Setelah ditelusuri, ternyata BPD Kalimantan Selatan (Kalsel) keliru mencatatkan dana milik Provinsi Kalimantan Selatan sebagai milik Kota Banjarbaru.
Kesalahan serupa juga dialami pada pencatatan dana Kabupaten Telawut, Sulawesi Utara.
BI mencatat saldo Rp 2,6 triliun, padahal APBD daerah tersebut hanya Rp 800 miliar dengan sisa kas Rp 62 miliar.
Setelah diperiksa, BPD Kalimantan Tengah (Kalteng) ternyata salah mencatat sehingga dana milik Kabupaten Barito Utara masuk sebagai saldo milik Telawut.
"Kenapa bisa terjadi perbedaan ini?
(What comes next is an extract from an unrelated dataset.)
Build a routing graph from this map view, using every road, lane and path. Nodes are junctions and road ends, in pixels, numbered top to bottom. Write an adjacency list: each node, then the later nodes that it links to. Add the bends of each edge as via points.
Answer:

Setelah kita cek, rupanya kesalahan dari BPD Kalteng. Kenapa? Karena Kalteng ini meng-input kode daerah Telawut ke dalam pelaporan rekening BI yang punya kode daerah sendiri juga. BI ini punya kode rekening 4 angka. Di daerah punya kode daerah dari Kemendagri, 4 angka juga. Ini salah input," jelasnya.
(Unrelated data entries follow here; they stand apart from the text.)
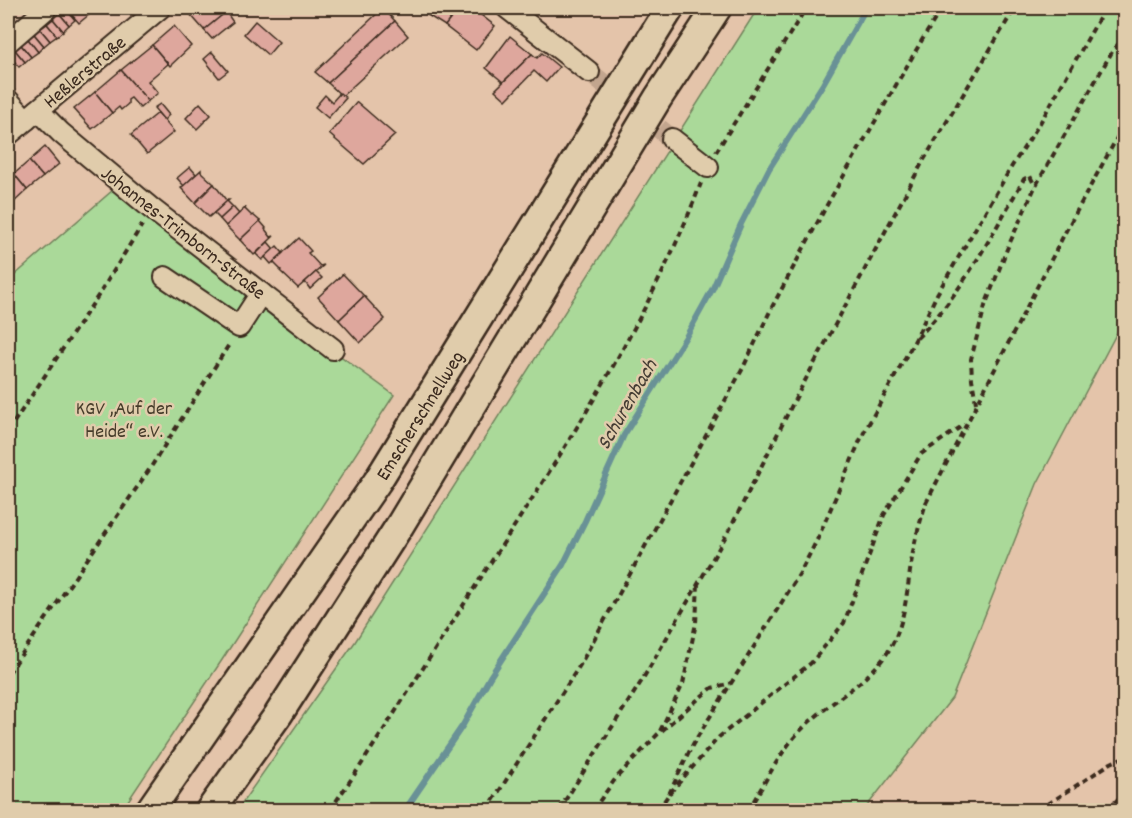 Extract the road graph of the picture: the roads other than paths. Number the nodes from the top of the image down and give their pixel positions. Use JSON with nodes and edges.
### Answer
{"nodes":[{"id":1,"x":160,"y":8,"type":"edge"},
{"id":2,"x":507,"y":8,"type":"edge"},
{"id":3,"x":670,"y":8,"type":"edge"},
{"id":4,"x":717,"y":8,"type":"edge"},
{"id":5,"x":45,"y":10,"type":"dead end"},
{"id":6,"x":8,"y":42,"type":"edge"},
{"id":7,"x":589,"y":72,"type":"tunnel mouth"},
{"id":8,"x":8,"y":100,"type":"edge"},
{"id":9,"x":32,"y":115,"type":"junction"},
{"id":10,"x":8,"y":135,"type":"edge"},
{"id":11,"x":672,"y":139,"type":"tunnel mouth"},
{"id":12,"x":708,"y":167,"type":"road end"},
{"id":13,"x":165,"y":277,"type":"dead end"},
{"id":14,"x":261,"y":293,"type":"junction"},
{"id":15,"x":333,"y":349,"type":"dead end"},
{"id":16,"x":150,"y":810,"type":"edge"},
{"id":17,"x":210,"y":810,"type":"edge"}],
"edges":[{"from":1,"to":9,"type":"street","name":"Heßlerstraße"},
{"from":2,"to":7,"type":"street"},
{"from":3,"to":16,"type":"highway","name":"Emscherschnellweg"},
{"from":4,"to":17,"type":"highway","name":"Emscherschnellweg"},
{"from":5,"to":6,"type":"street"},
{"from":8,"to":9,"type":"street","name":"Johannes-Trimborn-Straße"},
{"from":9,"to":10,"type":"street","name":"Heßlerstraße"},
{"from":9,"to":14,"type":"street","name":"Johannes-Trimborn-Straße"},
{"from":11,"to":12,"type":"street"},
{"from":13,"to":14,"type":"street"},
{"from":14,"to":15,"type":"street","name":"Johannes-Trimborn-Straße"}]}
Sebelumnya diberitakan, Menteri Keuangan Purbaya Yudhi Sadewa mempertanyakan soal beda jumlah anggaran daerah yang tersimpan di perbankan berdasarkan data daerah dan data dari BI.
Pasalnya, terdapat selisih dana sebesar Rp 18 triliun pada dua sumber catatan tersebut.
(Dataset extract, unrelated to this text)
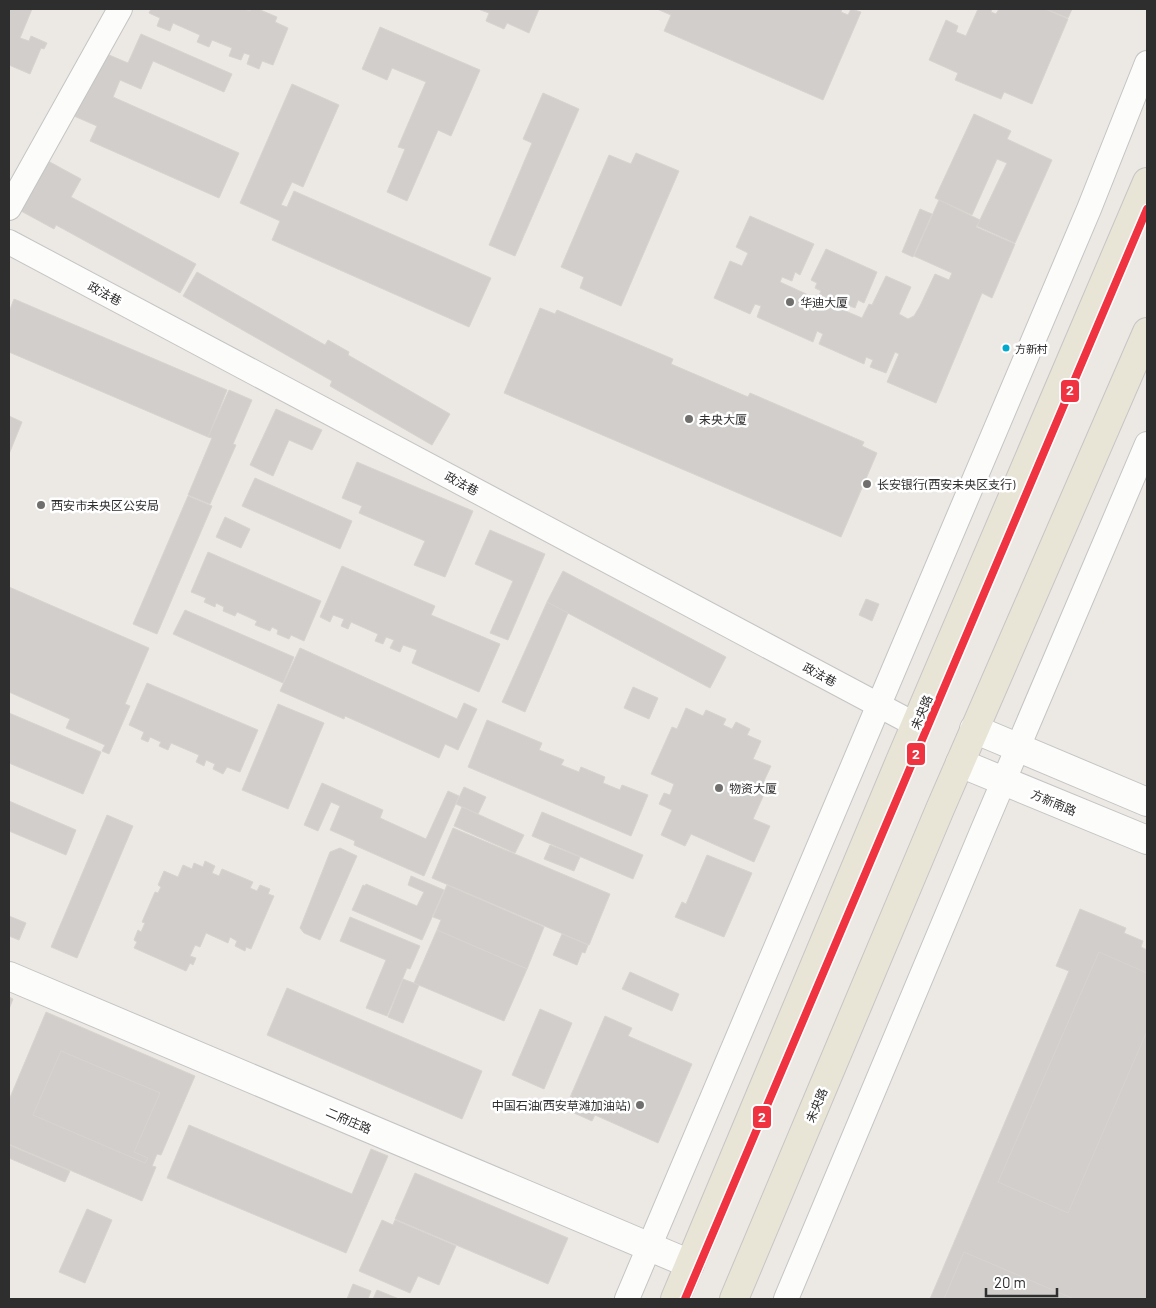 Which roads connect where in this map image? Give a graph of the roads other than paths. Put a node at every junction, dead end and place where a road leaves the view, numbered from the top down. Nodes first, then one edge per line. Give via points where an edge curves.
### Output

Purbaya bilang, jika ada selisih Rp 18 triliun, mengapa hal itu tidak terdokumentasikan. Dia pun menduga ada pencatatan yang kurang teliti dalam sistem administrasi keuangan daerah.
"Tadi Pak Tito bilang bedanya dengan catatan Rp 18 triliun ya Pak ya, kalau dari kas daerah. Itu saya jadi bertanya-tanya, Rp 18 triliun itu kemana? Karena kalau bank sentral pasti ngikut, itu dari bank-bank di seluruh Indonesia termasuk di BI, segitu tercatat," jelas Purbaya dalam rapat pengendalian inflasi daerah di Jakarta, dilansir YouTube Kemendagri, Selasa (21/10/2025).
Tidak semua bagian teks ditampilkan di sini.